This exercise asks for every line of the material that includes the word "text".
┌──
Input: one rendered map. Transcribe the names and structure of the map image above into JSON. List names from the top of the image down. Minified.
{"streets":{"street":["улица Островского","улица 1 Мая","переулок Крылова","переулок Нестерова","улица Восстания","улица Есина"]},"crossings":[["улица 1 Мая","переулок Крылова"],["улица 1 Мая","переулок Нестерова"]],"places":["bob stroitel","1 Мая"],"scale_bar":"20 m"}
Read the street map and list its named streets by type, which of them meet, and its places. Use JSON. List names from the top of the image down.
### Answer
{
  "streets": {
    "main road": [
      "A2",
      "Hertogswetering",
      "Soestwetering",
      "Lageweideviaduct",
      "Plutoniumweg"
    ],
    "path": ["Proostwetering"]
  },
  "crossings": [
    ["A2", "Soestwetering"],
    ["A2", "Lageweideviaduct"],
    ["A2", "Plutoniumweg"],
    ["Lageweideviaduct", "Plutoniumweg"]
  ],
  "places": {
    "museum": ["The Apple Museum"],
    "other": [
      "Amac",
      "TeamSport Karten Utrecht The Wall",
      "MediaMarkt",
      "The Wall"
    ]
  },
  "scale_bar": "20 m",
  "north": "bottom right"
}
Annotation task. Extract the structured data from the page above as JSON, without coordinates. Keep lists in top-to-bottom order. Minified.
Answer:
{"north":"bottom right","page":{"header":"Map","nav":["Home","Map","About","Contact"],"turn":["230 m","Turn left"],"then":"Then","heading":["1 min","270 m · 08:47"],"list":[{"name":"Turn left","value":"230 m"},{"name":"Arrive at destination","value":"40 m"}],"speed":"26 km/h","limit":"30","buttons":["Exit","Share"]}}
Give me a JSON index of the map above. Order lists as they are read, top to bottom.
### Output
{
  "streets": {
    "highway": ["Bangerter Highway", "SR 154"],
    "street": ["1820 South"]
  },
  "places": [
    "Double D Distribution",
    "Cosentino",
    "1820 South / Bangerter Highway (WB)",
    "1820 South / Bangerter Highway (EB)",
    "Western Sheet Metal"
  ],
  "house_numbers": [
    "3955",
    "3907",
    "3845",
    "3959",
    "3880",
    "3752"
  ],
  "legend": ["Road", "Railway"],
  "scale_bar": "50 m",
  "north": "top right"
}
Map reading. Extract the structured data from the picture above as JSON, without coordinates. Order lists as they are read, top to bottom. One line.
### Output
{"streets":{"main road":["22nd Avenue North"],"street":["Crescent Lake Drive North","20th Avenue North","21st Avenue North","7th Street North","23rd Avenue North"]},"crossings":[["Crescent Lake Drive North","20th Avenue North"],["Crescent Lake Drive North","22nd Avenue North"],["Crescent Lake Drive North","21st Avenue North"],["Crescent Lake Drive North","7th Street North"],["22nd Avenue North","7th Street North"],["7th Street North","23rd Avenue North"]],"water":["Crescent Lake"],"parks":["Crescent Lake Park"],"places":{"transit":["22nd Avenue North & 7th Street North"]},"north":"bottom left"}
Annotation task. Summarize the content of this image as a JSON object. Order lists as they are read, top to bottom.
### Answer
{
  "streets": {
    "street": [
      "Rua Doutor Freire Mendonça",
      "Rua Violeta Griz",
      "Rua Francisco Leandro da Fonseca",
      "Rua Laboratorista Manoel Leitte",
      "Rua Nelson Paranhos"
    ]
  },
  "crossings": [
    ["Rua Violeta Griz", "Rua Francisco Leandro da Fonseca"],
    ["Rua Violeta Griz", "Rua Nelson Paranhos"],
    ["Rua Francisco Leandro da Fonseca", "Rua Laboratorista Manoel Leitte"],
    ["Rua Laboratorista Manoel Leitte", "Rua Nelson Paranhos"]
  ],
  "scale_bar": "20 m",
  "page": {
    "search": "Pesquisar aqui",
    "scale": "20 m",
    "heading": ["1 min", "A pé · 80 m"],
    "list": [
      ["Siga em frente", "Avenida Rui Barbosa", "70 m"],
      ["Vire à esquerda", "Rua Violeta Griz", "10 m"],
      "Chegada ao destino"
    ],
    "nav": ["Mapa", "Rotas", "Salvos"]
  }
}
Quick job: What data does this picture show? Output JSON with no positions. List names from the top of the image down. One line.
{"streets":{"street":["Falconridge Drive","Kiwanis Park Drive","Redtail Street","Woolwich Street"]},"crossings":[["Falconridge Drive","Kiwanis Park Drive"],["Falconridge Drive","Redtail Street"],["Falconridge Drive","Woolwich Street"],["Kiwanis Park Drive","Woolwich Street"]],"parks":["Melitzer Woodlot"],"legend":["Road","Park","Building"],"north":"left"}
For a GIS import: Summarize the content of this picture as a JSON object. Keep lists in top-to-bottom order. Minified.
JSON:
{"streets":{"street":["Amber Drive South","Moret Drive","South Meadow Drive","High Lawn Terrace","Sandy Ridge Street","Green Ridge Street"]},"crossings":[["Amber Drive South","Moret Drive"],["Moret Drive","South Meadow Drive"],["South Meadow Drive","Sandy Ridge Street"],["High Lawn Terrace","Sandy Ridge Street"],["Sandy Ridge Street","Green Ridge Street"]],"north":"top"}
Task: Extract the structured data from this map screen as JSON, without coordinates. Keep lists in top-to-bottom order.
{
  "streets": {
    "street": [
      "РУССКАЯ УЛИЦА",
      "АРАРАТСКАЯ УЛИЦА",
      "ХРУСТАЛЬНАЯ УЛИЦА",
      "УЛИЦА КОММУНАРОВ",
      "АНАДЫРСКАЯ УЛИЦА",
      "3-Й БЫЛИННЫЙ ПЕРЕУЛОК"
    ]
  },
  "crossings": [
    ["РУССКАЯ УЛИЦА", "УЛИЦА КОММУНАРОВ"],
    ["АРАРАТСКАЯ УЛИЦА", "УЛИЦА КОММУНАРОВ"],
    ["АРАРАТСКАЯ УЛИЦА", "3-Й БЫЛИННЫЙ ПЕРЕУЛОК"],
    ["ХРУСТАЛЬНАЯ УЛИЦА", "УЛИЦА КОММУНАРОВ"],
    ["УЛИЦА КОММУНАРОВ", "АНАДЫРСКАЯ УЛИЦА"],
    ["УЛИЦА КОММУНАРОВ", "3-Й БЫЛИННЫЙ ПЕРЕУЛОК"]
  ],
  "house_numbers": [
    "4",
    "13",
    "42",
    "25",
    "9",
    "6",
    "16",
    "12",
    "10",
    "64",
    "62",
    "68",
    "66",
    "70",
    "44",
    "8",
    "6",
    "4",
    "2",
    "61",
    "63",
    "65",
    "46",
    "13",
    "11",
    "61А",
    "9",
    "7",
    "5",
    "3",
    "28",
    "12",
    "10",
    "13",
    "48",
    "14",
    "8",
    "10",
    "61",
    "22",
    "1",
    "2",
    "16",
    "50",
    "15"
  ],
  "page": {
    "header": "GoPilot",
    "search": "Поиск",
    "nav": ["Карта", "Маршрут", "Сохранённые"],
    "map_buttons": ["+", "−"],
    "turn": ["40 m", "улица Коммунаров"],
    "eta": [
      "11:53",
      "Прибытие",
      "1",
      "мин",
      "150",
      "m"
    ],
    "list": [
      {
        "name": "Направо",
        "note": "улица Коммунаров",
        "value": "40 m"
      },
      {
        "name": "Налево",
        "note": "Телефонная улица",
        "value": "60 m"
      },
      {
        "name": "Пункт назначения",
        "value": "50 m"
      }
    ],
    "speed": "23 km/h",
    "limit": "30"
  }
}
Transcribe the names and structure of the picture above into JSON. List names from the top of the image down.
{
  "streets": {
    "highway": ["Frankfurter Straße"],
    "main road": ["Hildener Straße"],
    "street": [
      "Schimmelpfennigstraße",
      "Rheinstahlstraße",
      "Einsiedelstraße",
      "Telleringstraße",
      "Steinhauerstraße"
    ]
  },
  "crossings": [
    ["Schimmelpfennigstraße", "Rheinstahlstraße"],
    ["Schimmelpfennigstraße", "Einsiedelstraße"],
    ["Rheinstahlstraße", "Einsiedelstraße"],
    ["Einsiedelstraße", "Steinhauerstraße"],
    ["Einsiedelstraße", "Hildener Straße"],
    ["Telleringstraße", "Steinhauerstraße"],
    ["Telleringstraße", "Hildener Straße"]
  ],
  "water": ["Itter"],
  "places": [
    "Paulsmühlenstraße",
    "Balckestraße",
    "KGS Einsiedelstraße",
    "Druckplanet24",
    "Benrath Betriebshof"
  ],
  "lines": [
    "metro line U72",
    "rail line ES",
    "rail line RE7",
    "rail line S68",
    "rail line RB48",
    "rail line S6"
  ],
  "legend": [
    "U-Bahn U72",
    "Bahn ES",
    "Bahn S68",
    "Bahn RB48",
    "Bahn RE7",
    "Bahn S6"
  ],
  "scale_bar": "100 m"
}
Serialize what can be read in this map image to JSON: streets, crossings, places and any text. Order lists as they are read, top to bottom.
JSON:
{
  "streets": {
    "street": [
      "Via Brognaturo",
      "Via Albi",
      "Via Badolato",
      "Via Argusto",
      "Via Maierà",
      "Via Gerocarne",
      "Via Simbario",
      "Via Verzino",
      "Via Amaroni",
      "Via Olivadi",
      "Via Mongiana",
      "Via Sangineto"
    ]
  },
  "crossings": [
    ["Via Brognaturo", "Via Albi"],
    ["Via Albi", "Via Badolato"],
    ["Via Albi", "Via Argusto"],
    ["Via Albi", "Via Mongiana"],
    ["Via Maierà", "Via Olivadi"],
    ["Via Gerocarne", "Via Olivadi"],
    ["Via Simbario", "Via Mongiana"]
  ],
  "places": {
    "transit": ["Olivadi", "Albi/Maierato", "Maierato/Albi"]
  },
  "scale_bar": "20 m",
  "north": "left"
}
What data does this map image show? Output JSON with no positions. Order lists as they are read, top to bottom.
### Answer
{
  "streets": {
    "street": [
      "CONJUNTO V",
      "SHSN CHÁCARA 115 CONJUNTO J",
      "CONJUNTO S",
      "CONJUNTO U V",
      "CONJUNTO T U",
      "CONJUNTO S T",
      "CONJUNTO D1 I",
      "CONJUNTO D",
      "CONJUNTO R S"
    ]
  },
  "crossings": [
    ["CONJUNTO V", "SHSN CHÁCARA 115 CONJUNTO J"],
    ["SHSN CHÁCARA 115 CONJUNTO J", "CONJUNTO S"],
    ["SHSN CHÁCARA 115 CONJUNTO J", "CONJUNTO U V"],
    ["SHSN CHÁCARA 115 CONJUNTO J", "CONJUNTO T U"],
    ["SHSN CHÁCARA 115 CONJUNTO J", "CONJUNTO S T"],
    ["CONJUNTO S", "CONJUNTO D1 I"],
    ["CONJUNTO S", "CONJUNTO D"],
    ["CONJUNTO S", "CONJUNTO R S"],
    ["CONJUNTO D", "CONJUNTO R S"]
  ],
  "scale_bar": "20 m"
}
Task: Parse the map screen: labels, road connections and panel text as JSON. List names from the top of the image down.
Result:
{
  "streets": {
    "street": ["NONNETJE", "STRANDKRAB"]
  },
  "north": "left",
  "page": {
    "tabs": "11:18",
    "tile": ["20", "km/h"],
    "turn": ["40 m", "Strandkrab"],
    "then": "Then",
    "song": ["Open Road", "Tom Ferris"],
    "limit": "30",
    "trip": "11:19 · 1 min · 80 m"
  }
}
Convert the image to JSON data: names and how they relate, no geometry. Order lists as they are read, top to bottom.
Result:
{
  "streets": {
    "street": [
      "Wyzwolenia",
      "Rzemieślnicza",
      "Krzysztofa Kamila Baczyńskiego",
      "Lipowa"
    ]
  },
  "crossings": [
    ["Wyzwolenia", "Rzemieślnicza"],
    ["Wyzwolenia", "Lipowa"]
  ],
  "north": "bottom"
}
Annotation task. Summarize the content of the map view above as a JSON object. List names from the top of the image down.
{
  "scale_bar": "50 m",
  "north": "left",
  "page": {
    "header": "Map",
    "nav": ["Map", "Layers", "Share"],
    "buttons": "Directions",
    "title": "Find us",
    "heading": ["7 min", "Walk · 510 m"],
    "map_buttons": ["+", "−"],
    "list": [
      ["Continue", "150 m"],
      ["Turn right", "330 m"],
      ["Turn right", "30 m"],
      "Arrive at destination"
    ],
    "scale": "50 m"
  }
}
└──
- **ANSWER SECTION**
Serialize what can be read in this map image to JSON: streets, crossings, places and any text. Order lists as they are read, top to bottom.
Task: Parse the map screen: labels, road connections and panel text as JSON. List names from the top of the image down.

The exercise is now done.